Exercise directions |
A single number is all that's needed: how many lines in the data contain the string "Григор".
===== Supplied data =====
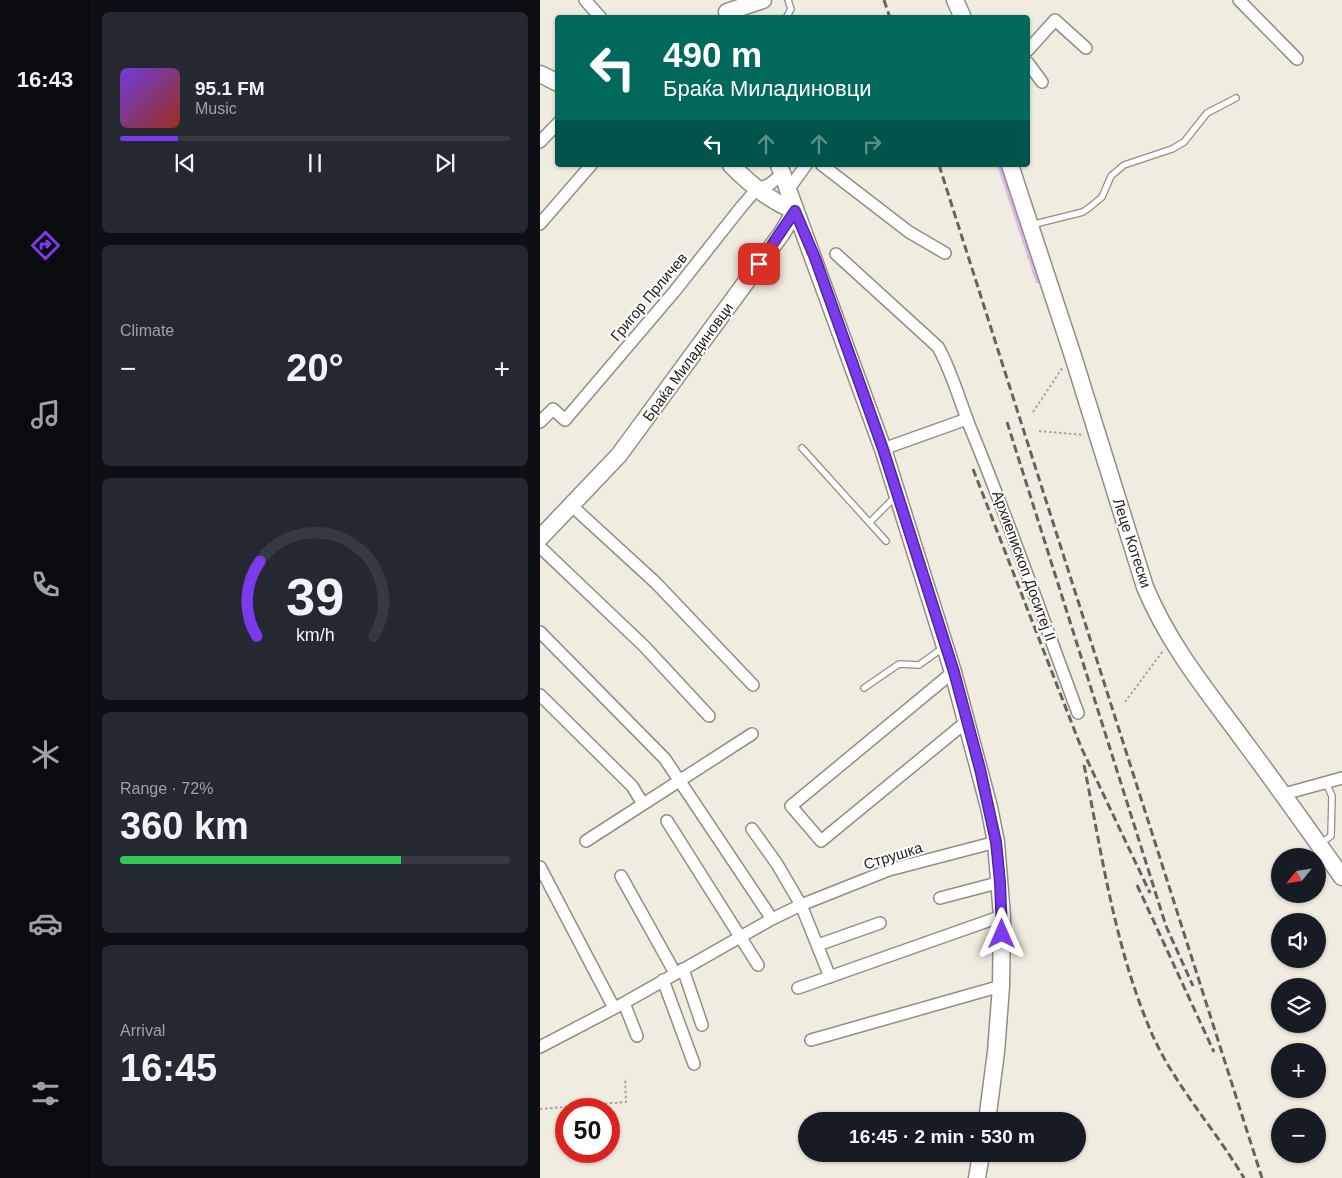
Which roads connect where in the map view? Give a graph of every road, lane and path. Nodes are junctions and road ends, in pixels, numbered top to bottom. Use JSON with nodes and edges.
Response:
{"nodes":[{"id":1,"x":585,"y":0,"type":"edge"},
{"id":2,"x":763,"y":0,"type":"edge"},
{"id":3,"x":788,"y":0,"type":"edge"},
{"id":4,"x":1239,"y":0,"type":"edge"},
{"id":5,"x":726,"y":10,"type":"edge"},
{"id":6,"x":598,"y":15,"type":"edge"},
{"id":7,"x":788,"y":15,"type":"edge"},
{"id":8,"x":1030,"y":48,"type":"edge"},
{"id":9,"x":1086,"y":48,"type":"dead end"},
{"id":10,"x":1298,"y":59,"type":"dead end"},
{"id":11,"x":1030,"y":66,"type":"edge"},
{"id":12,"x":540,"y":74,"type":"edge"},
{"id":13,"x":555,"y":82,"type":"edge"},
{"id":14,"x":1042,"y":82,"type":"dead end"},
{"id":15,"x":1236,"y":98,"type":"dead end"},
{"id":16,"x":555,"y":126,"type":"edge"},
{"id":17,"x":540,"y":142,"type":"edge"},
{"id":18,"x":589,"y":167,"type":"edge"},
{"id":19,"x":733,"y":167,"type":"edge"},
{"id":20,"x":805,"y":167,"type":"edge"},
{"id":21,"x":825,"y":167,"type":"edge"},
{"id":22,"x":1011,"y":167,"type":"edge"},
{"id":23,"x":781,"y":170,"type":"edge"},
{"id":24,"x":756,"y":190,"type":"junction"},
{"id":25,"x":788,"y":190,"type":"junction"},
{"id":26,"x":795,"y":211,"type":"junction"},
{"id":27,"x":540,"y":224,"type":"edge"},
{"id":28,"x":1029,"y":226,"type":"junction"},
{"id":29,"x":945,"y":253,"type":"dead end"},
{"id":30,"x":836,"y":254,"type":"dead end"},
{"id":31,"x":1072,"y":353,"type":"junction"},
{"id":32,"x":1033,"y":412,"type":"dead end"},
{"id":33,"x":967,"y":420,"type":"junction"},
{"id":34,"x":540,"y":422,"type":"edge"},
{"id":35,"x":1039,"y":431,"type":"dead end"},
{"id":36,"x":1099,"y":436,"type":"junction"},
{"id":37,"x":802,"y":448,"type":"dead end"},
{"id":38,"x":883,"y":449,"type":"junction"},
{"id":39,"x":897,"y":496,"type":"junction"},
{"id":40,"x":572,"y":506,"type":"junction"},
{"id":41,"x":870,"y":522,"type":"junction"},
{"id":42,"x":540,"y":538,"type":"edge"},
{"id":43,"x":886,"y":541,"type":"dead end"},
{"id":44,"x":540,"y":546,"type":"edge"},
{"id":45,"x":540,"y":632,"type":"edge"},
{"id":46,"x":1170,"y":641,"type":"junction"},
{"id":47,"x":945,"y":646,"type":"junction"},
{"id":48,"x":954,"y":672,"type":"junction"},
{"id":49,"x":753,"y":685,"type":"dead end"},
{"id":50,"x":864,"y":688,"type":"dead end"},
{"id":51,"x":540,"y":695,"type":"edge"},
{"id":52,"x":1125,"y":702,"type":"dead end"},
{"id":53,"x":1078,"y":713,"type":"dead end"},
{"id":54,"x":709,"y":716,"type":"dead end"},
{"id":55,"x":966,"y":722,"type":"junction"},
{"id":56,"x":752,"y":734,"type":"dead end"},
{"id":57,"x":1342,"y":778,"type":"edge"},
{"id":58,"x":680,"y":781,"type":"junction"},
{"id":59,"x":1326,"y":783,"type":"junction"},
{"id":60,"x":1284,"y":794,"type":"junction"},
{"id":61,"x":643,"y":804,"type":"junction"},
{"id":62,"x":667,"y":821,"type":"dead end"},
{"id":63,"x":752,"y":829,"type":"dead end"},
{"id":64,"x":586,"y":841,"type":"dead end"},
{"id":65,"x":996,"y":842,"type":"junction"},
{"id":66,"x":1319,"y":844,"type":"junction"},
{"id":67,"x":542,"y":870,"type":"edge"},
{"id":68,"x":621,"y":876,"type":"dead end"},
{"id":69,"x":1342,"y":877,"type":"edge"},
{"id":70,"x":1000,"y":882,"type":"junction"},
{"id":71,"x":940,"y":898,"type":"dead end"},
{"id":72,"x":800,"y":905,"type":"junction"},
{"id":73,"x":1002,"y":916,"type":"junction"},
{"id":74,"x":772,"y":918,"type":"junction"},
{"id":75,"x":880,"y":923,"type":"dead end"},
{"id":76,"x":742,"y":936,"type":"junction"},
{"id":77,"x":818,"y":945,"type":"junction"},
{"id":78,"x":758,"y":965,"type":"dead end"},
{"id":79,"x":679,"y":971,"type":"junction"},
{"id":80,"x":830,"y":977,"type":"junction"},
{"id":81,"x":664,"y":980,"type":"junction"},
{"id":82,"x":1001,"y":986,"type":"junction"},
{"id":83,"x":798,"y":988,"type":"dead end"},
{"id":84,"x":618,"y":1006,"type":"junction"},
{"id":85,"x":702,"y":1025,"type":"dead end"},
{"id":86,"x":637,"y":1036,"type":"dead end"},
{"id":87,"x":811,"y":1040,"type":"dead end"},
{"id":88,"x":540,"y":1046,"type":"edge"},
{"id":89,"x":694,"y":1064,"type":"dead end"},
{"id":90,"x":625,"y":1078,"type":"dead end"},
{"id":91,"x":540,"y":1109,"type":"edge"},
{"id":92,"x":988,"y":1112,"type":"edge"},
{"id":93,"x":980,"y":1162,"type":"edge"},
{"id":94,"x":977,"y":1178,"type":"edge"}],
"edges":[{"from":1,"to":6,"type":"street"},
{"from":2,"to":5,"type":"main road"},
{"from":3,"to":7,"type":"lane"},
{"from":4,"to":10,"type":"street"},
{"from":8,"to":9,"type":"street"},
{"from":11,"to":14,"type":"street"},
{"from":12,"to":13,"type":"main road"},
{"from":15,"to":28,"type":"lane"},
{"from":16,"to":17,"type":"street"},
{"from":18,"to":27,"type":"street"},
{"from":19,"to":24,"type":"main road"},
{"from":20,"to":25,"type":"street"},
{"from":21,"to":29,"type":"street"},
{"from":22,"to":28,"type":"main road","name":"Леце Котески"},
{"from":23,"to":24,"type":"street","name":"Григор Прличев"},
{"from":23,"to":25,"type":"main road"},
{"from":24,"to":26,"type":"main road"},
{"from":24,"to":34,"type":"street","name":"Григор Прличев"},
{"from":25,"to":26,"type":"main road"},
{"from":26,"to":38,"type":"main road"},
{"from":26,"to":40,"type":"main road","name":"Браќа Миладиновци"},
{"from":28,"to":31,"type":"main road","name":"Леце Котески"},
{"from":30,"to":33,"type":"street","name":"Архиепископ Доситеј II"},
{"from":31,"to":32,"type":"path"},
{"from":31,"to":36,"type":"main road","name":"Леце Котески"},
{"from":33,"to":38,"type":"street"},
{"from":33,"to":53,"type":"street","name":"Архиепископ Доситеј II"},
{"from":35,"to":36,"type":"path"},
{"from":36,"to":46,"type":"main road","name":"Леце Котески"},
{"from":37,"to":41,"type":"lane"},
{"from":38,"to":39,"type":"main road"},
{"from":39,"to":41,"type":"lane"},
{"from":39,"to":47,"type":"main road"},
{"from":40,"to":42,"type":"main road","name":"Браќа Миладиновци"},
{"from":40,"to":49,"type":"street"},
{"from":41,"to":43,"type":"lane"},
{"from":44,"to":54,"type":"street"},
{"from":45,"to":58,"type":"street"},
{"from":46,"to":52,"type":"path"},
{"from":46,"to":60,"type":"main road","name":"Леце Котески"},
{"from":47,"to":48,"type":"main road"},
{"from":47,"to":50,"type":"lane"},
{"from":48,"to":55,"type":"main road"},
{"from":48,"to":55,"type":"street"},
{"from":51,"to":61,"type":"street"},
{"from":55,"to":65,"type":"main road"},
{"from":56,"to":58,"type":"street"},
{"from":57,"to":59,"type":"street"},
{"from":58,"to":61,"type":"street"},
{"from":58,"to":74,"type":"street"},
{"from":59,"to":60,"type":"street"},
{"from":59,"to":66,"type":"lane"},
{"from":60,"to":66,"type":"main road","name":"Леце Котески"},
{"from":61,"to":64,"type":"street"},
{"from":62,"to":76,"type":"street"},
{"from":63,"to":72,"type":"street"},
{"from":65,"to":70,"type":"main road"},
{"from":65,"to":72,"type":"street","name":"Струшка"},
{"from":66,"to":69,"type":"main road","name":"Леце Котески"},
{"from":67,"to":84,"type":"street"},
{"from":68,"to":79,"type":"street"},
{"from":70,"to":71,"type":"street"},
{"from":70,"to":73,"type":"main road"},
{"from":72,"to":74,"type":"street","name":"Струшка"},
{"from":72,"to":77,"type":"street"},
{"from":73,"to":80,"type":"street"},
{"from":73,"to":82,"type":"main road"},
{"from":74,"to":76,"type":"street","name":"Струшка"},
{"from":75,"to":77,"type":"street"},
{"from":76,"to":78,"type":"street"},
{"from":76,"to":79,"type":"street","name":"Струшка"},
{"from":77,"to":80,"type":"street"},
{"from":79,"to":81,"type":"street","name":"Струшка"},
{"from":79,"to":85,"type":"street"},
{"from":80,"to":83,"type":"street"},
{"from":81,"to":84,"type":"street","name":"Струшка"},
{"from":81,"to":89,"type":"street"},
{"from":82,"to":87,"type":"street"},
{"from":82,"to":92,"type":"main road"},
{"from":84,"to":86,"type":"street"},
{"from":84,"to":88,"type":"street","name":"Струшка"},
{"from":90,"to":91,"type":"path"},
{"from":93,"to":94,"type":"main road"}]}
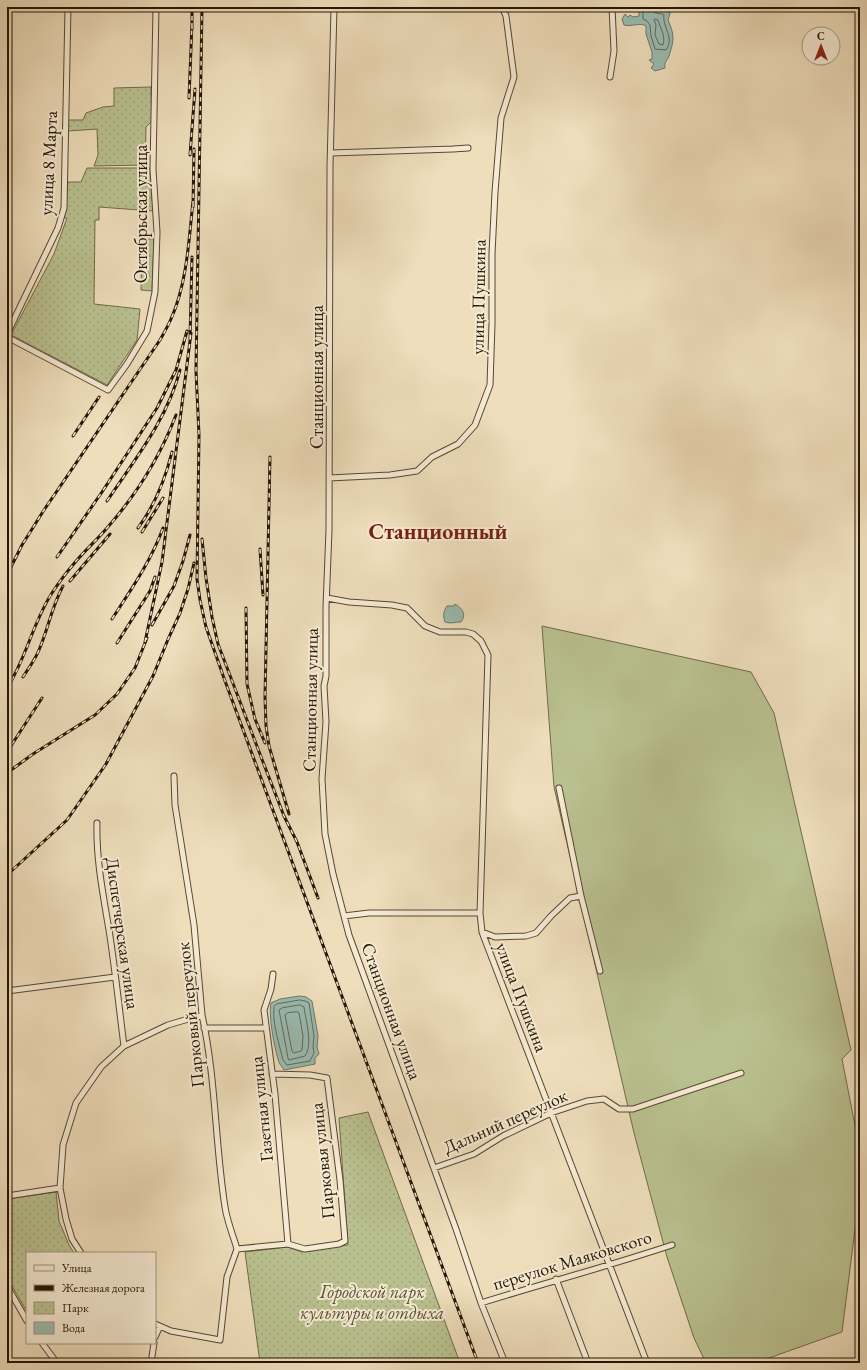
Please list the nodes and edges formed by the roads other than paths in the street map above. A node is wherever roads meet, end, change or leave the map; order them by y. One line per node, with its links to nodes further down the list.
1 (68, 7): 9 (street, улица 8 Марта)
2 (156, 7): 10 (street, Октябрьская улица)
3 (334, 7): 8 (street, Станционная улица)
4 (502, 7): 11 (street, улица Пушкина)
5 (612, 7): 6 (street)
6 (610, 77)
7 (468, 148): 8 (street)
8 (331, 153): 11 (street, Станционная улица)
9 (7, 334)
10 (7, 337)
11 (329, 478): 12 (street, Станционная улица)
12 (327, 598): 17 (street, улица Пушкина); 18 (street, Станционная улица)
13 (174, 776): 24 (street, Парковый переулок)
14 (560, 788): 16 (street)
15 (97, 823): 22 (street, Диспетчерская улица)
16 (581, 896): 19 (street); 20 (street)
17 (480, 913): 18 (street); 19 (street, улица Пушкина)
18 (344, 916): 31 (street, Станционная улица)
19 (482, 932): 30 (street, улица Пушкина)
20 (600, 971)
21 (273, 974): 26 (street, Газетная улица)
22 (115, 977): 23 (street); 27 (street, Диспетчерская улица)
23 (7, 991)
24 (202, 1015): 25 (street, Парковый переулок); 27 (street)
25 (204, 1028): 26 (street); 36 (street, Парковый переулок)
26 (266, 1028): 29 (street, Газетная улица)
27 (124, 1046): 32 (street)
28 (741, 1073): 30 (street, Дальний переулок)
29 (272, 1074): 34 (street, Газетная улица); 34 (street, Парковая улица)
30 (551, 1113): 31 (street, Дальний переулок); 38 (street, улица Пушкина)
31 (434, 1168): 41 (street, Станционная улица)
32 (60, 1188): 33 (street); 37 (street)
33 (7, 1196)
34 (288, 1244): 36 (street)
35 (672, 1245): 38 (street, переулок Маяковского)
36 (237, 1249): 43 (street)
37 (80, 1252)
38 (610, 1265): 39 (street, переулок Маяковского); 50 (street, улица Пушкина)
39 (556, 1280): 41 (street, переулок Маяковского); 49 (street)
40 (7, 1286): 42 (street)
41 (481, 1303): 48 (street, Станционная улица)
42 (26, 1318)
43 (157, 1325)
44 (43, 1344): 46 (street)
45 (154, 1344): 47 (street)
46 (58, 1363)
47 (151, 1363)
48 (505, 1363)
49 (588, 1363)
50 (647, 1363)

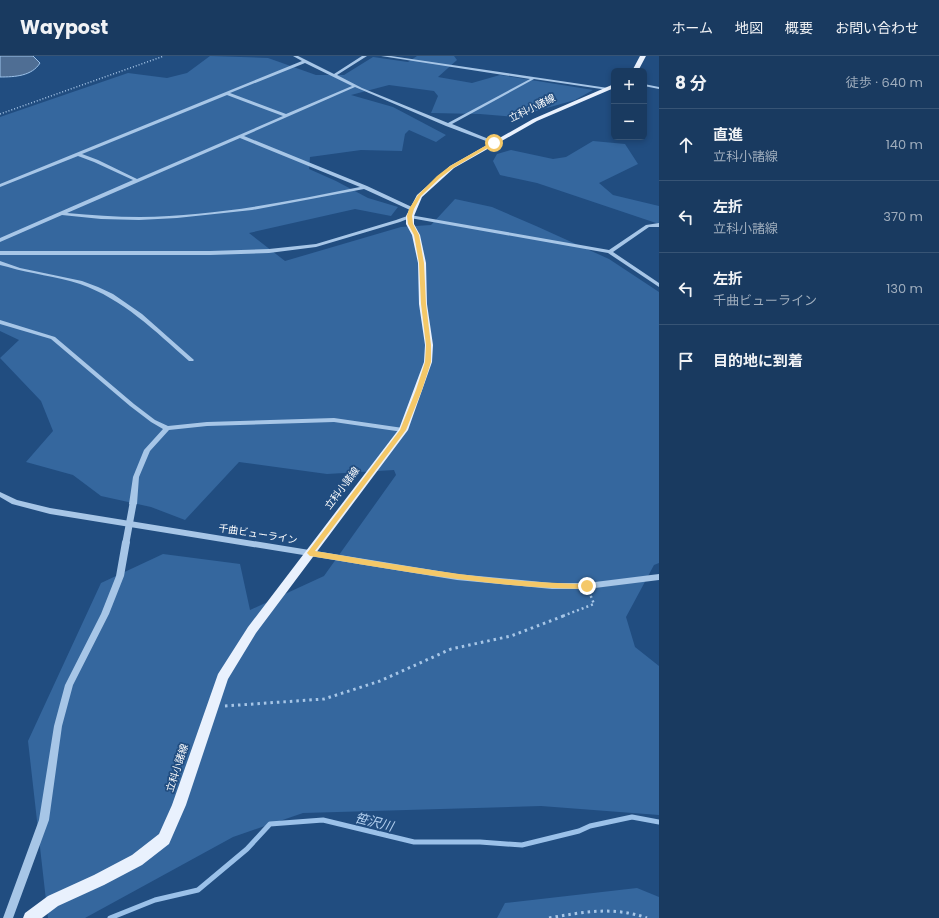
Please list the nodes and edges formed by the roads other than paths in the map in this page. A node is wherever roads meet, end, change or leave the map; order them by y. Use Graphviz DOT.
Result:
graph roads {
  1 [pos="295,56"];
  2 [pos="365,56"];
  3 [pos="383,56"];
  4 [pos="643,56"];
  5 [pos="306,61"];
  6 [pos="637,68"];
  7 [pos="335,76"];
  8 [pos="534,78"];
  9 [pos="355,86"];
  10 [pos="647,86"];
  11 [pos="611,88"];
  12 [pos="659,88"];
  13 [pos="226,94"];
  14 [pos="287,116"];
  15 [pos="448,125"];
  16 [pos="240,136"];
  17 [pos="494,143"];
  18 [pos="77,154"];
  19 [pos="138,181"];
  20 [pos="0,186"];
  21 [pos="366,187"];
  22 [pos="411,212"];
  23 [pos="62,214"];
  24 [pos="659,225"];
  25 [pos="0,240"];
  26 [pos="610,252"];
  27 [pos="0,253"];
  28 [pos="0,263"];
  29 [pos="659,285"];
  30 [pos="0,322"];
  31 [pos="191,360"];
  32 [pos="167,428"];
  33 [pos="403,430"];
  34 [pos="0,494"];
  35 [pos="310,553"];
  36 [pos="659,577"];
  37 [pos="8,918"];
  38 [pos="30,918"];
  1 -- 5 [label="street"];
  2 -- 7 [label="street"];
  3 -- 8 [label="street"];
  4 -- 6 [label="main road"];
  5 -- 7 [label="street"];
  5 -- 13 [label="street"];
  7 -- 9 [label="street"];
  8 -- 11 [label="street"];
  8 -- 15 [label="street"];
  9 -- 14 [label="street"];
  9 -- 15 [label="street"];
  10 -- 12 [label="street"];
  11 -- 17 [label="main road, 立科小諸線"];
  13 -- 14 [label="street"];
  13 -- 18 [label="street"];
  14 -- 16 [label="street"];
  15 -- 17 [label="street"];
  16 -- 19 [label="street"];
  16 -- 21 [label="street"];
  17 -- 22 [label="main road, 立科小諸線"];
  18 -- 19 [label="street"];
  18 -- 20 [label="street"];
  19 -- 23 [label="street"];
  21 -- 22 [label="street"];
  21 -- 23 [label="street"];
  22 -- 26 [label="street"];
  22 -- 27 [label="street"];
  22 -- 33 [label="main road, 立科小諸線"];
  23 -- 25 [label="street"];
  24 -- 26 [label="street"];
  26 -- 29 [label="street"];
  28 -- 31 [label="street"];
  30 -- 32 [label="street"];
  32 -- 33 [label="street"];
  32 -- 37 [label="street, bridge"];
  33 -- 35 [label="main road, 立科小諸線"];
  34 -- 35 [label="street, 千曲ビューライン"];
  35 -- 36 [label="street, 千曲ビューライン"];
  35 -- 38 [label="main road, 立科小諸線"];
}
=====
Response area |
2